A few days ago, Congress finally responded to the nation’s housing affordability crisis with what lawmakers dubbed the the 21st Century ROAD to Housing Act. The final law retained the attractive title “Homes Are for People, Not Corporations.”

That label no longer applies. The final bill passed as a wizened shell of its former self, a poorly funded, toothless nod and a wink to a handful of institutions, not a game changer.

This blob of a bill began to take shape back in January when Trump issued an executive order that large institutional investors should not buy houses that could otherwise be purchased by families.

Briefly, this had the sparkle of a genuine course correction. The Senate passed language prohibiting large investors from purchasing most additional single-family homes. The initial bill also required qualifying build-to-rent houses to be sold to individual buyers within seven years, and gave renters first-look and purchase rights.

But then the lobbyists arrived. Into the dumpster went the investor restrictions. Down the drain went the build-to-rent provision.

The National Association of Home Builders says that it led the effort to remove the provision, making the issue a priority in approximately 300 congressional meetings.

Is the outcome something to brag about? Not unless you set the bar pretty low.

For the small builder constructing six or eight houses a year, the benefits will be particularly thin. A builder might eventually use a pre-approved duplex design, obtain a loan from a community bank helped by the law or encounter a locality that has accepted a federal planning grant. But the bill does not provide that builder with an affordable lot, lower an impact fee, shorten a subdivision review, reduce the price of lumber or help a buyer qualify for a mortgage.

Perhaps the most misunderstand limitation of this bill is that it’s aimed at 3 percent of the housing market, and consists of pilot programs, studies, reporting requirements, agency guidelines and grants that Congress has not actually funded. Indeed, Section 1202 of the enacted legislation states explicitly that no additional funds are authorized to carry out the act.
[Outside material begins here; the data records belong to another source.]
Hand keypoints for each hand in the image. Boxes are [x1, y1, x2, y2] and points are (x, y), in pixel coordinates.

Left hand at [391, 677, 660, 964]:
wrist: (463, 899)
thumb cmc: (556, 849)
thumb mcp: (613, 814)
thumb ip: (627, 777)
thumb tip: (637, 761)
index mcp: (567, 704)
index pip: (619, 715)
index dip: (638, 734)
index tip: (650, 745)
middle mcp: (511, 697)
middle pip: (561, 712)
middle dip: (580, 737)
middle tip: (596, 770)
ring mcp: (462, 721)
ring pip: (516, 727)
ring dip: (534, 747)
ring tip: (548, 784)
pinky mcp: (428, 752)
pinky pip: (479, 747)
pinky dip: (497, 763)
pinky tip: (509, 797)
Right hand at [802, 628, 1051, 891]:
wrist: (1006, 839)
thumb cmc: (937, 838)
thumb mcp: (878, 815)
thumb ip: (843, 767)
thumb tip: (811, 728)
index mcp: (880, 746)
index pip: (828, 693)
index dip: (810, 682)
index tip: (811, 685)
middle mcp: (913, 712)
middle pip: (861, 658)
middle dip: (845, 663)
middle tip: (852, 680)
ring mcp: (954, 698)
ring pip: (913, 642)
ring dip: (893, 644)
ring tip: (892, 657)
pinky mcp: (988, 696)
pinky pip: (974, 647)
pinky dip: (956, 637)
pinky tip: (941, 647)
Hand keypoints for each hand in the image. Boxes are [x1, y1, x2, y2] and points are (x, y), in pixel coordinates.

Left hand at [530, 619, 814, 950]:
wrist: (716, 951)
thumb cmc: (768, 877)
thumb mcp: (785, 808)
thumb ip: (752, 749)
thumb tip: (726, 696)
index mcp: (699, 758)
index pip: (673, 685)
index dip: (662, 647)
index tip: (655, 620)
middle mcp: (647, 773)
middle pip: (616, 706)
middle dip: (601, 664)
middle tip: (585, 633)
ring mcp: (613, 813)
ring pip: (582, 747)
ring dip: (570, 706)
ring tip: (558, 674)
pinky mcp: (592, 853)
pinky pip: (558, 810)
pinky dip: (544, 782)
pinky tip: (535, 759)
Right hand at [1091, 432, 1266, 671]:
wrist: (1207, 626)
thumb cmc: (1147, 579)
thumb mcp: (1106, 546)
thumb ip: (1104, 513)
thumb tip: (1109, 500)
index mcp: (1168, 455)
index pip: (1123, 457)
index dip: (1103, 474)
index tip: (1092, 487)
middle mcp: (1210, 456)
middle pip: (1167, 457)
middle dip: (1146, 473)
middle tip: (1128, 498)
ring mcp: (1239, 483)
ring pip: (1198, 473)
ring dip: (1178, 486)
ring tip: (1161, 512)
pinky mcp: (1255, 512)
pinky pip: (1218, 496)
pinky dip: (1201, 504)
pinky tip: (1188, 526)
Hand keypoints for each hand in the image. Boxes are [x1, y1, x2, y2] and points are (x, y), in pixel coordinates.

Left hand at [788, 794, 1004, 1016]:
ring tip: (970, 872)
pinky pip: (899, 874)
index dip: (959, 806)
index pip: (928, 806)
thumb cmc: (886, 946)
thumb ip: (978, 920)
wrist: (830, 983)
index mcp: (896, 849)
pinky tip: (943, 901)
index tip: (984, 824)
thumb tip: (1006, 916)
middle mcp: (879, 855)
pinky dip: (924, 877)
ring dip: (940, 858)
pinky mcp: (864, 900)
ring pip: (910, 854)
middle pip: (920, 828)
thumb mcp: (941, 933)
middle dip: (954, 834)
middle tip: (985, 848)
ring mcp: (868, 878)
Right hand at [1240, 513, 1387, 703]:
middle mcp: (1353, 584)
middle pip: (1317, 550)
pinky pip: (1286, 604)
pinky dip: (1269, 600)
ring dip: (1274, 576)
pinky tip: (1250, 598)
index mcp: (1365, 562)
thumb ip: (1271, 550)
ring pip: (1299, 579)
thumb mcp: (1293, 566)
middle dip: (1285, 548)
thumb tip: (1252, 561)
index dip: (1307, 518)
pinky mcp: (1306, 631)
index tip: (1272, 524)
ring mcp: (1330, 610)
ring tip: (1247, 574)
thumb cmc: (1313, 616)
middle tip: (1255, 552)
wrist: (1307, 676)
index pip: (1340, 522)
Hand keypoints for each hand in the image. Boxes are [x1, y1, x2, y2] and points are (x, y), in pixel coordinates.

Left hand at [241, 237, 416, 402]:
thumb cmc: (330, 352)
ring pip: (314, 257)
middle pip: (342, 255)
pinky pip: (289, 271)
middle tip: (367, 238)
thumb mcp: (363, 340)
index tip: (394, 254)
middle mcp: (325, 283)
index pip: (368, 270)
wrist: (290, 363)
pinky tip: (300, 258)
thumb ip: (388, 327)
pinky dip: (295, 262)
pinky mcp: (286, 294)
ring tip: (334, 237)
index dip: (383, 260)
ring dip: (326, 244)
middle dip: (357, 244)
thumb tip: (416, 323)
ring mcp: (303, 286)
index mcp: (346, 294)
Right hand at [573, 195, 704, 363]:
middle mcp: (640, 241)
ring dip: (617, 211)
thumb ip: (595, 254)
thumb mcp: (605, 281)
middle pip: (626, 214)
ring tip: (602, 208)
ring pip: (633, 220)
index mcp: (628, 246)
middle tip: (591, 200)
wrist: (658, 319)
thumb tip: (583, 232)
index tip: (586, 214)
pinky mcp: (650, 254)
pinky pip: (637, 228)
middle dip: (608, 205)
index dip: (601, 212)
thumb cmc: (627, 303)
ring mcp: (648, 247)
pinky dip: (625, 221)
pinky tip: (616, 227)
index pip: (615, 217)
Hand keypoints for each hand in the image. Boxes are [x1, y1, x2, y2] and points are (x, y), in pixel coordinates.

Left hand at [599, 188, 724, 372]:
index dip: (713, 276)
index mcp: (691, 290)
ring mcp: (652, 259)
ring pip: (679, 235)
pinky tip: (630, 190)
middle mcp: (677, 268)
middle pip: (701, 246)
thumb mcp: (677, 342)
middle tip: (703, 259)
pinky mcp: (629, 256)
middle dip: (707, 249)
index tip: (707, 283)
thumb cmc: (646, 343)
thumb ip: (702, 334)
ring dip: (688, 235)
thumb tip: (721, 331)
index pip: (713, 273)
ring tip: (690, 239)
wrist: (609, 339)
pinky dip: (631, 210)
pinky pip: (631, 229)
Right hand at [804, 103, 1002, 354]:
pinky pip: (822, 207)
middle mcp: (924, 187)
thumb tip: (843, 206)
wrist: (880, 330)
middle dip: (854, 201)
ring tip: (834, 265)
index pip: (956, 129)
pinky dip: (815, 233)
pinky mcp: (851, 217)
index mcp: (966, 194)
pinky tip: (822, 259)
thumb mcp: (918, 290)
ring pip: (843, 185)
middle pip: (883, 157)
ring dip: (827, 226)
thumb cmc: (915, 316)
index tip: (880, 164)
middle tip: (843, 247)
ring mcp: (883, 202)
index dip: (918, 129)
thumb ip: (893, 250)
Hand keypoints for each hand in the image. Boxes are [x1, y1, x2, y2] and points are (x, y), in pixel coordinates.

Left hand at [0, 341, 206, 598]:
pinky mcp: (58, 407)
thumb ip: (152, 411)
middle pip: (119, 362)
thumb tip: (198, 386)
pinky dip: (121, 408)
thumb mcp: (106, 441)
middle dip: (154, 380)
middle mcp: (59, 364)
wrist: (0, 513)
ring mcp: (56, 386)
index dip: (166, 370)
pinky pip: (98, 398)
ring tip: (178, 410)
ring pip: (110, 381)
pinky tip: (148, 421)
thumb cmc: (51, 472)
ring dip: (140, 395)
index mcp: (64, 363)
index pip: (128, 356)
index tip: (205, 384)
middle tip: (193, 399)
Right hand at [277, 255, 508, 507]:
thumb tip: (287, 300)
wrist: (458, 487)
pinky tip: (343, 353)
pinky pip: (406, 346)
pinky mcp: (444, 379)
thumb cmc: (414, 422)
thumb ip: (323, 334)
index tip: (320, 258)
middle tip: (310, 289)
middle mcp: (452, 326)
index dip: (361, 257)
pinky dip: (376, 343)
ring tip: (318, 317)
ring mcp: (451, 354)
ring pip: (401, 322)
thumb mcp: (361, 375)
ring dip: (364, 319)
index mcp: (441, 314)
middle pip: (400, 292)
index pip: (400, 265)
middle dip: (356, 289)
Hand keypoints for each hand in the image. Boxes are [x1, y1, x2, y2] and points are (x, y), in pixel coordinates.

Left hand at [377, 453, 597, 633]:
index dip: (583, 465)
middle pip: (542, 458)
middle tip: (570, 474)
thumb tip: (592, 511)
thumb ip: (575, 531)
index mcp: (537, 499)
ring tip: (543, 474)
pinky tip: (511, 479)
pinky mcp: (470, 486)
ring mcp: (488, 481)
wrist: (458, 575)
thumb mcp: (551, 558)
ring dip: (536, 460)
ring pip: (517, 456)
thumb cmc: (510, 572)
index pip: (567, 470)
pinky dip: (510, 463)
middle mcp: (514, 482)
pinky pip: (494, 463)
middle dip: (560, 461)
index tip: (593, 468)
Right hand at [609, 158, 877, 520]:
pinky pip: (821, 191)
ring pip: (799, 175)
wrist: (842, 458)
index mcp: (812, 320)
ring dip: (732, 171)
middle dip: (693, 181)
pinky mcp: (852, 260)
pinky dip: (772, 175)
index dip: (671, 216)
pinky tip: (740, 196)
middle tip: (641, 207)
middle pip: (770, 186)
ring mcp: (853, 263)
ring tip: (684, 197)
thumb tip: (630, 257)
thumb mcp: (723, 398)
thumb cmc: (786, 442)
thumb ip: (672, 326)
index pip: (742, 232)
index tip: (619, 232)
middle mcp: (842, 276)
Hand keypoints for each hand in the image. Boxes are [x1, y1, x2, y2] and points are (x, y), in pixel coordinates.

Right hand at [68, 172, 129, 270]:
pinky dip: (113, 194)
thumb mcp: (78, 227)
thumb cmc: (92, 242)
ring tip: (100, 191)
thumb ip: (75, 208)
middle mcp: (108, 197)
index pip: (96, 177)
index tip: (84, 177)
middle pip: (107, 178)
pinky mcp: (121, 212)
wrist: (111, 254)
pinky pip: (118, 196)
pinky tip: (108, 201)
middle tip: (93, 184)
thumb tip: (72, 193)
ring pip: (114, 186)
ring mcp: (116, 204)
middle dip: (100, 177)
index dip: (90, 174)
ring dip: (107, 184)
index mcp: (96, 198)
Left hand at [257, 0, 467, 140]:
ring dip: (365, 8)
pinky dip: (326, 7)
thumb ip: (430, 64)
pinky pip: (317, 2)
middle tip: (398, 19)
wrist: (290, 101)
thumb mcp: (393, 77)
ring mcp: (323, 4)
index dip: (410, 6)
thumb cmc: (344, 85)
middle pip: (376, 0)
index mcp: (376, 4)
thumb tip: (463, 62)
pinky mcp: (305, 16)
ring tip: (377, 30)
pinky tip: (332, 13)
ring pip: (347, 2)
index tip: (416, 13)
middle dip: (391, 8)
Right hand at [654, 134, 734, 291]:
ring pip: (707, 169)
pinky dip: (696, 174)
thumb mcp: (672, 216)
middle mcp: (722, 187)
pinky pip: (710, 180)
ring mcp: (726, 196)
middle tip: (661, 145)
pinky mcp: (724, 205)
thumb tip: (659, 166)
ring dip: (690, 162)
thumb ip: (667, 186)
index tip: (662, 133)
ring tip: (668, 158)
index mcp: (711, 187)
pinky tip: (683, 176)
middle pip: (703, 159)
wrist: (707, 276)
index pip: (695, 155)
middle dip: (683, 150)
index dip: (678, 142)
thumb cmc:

Some of the agencies put in charge of disbursing funds from this bill are the same ones savaged by DOGE back in 2025. For example, HUD and USDA are supposed to implement the plan’s pilots, administer grants, review applications, write regulations and so on. But an estimated 2,300 HUD employees had left by October 2025—about 23% of the agency’s workforce. USDA Rural Development was reported to be operating with 36% fewer staff than at the beginning of 2025.

This bill didn’t have to be so lame. The real problems are well known. Homes cost too much because developable land is expensive, local zoning limits what can be built, entitlement processes take years, construction loans are costly, skilled labor is scarce, building materials remain expensive, insurance markets are retreating and mortgage rates have demolished buyers’ purchasing power.

None of these big-ticket items will disappear under this new bill.

A few big institutions, however, will get a bump:

  • FHA multifamily loan limits are increased.

  • Banks receive more room to make public-welfare investments.

  • Community banks obtain deposit and regulatory relief.

  • Affordable-housing developers and tax-credit syndicators gain financing capacity.

  • Manufactured-housing companies gain an expanded market.

  • Institutional build-to-rent investors preserve their ability to own entire communities indefinitely. Hurrah.

Congress has produced a housing bill ideally suited to Washington: broad enough to sound historic, complicated enough to defy public scrutiny and underfunded enough to avoid a serious fiscal commitment.

Is it too cynical to say they gave us exactly what we expected: a watered-down, lobbyist scraped bill that ignores 97 percent of the housing market?